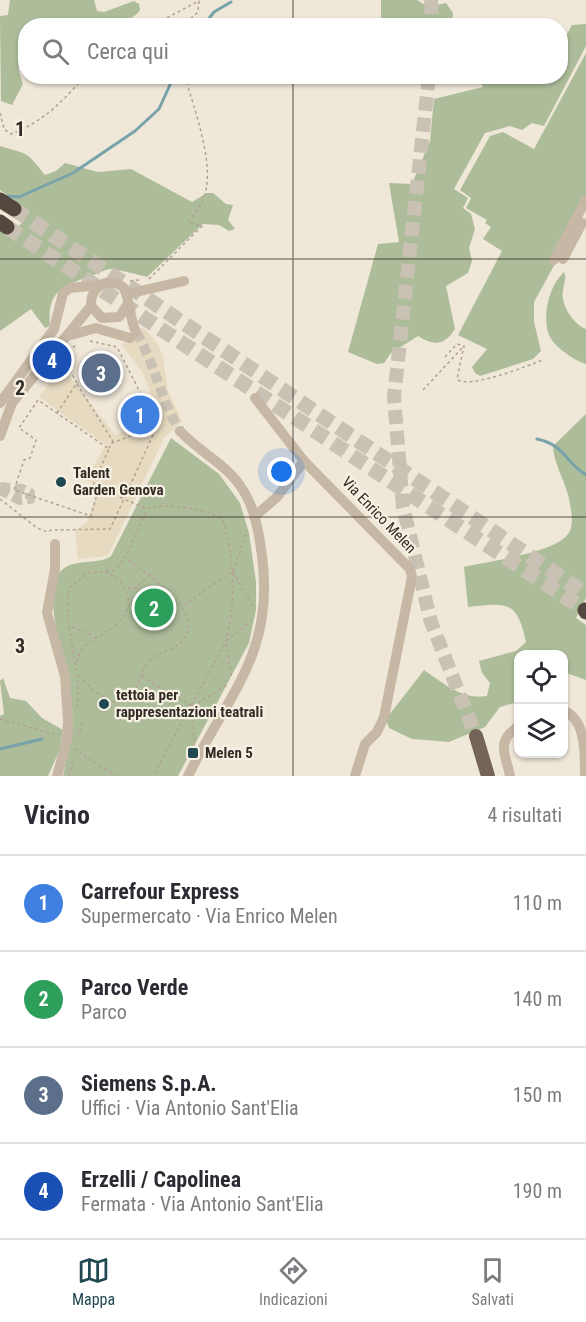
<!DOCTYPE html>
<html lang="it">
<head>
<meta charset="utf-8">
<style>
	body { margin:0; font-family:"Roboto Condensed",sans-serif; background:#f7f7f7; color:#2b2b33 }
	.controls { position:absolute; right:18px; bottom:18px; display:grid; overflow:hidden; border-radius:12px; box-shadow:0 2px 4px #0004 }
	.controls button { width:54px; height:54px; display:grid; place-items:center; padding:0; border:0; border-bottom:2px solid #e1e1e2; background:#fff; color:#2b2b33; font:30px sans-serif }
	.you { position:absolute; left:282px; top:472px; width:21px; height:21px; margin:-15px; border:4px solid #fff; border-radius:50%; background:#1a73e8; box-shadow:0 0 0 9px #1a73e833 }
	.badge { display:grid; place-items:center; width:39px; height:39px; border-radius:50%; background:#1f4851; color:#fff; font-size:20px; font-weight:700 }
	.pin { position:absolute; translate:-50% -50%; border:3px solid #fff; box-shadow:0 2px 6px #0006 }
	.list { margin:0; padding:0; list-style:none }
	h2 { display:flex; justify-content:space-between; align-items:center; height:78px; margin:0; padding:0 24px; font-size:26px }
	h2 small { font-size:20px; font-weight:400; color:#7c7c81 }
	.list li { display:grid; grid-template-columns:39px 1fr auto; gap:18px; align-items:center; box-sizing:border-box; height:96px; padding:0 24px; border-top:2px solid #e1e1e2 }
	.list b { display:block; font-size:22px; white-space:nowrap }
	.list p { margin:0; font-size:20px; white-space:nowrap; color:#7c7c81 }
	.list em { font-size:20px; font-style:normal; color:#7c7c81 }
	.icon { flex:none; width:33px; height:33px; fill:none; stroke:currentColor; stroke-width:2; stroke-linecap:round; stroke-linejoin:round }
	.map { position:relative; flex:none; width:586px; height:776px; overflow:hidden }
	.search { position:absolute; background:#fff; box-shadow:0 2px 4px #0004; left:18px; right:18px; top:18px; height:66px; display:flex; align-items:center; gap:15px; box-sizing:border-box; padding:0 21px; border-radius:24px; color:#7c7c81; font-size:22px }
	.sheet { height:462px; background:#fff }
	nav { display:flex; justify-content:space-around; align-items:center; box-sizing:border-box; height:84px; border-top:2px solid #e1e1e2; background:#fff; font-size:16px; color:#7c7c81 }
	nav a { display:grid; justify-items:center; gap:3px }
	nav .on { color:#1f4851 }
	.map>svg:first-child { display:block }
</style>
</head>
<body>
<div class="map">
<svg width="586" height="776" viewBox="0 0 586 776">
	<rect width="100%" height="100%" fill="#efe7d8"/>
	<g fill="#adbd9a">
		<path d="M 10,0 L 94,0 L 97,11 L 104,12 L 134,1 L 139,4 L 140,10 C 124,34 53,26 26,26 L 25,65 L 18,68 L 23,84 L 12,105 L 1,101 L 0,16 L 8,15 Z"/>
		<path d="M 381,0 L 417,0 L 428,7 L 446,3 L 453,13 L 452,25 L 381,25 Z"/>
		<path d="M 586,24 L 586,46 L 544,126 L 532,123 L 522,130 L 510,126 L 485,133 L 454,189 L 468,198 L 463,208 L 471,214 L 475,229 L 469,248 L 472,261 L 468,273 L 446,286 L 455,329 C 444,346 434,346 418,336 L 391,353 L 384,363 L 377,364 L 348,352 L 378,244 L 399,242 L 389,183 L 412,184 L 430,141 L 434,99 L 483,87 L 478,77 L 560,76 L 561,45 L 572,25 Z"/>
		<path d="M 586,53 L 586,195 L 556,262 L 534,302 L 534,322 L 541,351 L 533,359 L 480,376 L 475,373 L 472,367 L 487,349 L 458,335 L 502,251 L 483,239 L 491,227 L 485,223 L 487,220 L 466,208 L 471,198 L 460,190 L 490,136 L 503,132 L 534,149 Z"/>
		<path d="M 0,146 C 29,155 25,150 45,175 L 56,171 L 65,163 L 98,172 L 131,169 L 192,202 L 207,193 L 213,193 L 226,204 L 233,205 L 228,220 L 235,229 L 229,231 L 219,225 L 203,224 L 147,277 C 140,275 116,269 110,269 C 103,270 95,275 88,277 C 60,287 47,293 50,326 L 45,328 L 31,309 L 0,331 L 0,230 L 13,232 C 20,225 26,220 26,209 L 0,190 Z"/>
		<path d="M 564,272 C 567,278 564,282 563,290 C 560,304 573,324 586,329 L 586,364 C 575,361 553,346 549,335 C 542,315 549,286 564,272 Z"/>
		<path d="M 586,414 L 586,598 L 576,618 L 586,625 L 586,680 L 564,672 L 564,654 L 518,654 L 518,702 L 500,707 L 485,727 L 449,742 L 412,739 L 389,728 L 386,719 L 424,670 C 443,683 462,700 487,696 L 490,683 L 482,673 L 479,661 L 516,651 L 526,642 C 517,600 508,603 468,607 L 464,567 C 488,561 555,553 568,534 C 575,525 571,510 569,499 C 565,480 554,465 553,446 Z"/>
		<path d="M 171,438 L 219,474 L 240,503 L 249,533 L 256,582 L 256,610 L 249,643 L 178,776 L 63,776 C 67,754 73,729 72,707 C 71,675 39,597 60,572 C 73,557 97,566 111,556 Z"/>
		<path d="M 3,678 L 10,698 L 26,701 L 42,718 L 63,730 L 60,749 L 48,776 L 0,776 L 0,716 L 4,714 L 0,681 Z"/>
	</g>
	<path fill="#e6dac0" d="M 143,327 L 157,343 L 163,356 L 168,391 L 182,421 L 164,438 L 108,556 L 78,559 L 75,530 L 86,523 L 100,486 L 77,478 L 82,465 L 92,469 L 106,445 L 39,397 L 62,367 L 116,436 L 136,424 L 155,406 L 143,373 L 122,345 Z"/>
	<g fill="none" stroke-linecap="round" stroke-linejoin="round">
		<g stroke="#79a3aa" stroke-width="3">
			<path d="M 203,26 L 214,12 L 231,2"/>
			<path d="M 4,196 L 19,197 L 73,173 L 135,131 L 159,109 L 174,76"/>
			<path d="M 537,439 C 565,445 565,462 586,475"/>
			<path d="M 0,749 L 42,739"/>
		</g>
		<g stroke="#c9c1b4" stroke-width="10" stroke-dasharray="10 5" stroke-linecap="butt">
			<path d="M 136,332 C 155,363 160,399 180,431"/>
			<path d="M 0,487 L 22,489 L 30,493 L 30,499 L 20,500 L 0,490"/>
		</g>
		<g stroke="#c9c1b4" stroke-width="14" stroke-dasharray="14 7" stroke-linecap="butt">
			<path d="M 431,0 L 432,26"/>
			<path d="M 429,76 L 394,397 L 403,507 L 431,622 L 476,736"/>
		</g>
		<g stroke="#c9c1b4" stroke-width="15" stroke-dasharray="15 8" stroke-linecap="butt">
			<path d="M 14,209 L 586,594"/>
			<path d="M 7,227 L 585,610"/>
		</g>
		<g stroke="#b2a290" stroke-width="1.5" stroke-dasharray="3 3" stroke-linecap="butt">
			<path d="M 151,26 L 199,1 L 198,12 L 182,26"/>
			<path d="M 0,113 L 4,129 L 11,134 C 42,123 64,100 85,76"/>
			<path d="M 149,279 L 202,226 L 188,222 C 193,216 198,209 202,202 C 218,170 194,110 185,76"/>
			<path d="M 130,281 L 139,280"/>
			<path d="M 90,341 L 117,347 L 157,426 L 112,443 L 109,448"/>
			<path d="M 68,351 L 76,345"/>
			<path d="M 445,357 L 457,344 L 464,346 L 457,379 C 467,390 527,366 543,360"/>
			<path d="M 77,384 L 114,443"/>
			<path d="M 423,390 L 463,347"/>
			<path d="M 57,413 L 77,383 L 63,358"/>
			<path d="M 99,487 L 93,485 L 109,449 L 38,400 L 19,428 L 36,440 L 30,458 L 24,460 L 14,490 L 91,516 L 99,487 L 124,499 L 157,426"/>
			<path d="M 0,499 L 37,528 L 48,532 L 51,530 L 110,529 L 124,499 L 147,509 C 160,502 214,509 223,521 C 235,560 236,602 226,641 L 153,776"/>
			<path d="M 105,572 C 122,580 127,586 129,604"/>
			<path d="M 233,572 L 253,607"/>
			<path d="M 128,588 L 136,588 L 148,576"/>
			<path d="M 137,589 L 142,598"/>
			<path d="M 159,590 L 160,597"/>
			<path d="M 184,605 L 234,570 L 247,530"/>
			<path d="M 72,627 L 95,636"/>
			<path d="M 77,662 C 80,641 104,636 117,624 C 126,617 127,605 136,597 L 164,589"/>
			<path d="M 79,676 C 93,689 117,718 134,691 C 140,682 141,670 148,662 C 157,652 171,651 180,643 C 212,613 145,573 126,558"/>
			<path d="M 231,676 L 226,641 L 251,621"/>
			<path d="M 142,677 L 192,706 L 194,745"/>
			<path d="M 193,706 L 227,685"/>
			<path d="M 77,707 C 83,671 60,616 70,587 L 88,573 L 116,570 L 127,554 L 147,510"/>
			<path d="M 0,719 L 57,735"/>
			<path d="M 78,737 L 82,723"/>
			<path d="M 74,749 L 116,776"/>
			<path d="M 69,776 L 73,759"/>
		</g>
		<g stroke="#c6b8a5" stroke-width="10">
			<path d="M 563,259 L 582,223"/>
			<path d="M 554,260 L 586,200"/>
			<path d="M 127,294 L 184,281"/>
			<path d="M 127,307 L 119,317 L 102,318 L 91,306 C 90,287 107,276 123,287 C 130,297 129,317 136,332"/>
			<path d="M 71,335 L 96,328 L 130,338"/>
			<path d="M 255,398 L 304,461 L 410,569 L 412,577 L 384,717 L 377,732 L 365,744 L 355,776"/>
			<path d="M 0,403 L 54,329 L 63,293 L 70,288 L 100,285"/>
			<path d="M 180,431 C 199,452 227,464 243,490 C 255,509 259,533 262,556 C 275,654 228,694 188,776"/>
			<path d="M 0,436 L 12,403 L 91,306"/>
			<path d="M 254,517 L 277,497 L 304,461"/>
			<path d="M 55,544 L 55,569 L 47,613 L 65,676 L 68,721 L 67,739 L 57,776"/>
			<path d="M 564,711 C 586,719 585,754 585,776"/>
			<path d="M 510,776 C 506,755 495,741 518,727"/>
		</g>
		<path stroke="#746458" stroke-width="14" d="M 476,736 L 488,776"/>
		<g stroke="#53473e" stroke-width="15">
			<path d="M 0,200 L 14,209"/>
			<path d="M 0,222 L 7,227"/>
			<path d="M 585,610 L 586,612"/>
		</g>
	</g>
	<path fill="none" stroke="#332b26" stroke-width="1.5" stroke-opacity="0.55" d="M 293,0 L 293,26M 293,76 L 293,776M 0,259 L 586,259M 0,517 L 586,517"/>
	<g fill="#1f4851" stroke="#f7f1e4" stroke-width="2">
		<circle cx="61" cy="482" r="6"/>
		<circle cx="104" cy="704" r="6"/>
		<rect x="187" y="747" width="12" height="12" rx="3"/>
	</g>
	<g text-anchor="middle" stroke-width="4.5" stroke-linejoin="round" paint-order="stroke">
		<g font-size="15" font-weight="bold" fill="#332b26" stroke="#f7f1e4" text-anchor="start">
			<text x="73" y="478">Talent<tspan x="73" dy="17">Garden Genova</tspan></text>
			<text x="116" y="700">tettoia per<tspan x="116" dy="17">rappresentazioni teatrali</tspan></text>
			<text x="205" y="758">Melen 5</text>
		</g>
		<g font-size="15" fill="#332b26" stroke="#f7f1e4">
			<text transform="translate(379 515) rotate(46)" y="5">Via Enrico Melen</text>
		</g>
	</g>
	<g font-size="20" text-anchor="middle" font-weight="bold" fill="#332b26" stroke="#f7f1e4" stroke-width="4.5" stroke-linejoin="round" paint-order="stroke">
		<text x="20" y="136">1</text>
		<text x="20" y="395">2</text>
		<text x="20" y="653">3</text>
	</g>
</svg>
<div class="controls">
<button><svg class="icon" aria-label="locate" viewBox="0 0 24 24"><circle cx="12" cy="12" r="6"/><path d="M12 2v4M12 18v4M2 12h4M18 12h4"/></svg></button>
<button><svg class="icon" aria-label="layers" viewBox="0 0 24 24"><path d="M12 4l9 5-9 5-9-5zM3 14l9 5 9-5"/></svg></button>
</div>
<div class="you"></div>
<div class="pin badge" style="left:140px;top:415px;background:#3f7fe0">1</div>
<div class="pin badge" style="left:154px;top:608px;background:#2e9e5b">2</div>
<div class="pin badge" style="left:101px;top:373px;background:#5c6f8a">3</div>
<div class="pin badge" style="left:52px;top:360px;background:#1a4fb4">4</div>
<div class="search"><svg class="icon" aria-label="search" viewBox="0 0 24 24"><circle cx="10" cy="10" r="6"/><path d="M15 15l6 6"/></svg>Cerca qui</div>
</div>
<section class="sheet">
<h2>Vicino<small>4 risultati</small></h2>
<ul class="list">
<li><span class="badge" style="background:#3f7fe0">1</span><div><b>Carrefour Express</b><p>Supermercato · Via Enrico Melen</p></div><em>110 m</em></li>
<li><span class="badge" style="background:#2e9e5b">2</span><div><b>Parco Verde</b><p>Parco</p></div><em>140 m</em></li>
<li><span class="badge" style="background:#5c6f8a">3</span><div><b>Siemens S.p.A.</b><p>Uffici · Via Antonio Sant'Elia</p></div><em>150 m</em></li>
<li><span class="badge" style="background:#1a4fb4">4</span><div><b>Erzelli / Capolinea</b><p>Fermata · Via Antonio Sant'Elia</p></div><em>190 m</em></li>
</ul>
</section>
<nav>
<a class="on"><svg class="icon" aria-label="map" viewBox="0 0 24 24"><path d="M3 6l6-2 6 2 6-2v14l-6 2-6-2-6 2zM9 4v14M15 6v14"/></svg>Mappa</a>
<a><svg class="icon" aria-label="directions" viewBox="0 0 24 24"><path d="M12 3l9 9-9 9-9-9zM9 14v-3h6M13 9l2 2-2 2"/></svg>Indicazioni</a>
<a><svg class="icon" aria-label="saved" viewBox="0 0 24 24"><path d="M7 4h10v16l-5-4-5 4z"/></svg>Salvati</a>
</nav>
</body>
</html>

::::

Instructions for the task: Every line with "list" in it should be copied from the entries.

Result:
	.list { margin:0; padding:0; list-style:none }
	.list li { display:grid; grid-template-columns:39px 1fr auto; gap:18px; align-items:center; box-sizing:border-box; height:96px; padding:0 24px; border-top:2px solid #e1e1e2 }
	.list b { display:block; font-size:22px; white-space:nowrap }
	.list p { margin:0; font-size:20px; white-space:nowrap; color:#7c7c81 }
	.list em { font-size:20px; font-style:normal; color:#7c7c81 }
<ul class="list">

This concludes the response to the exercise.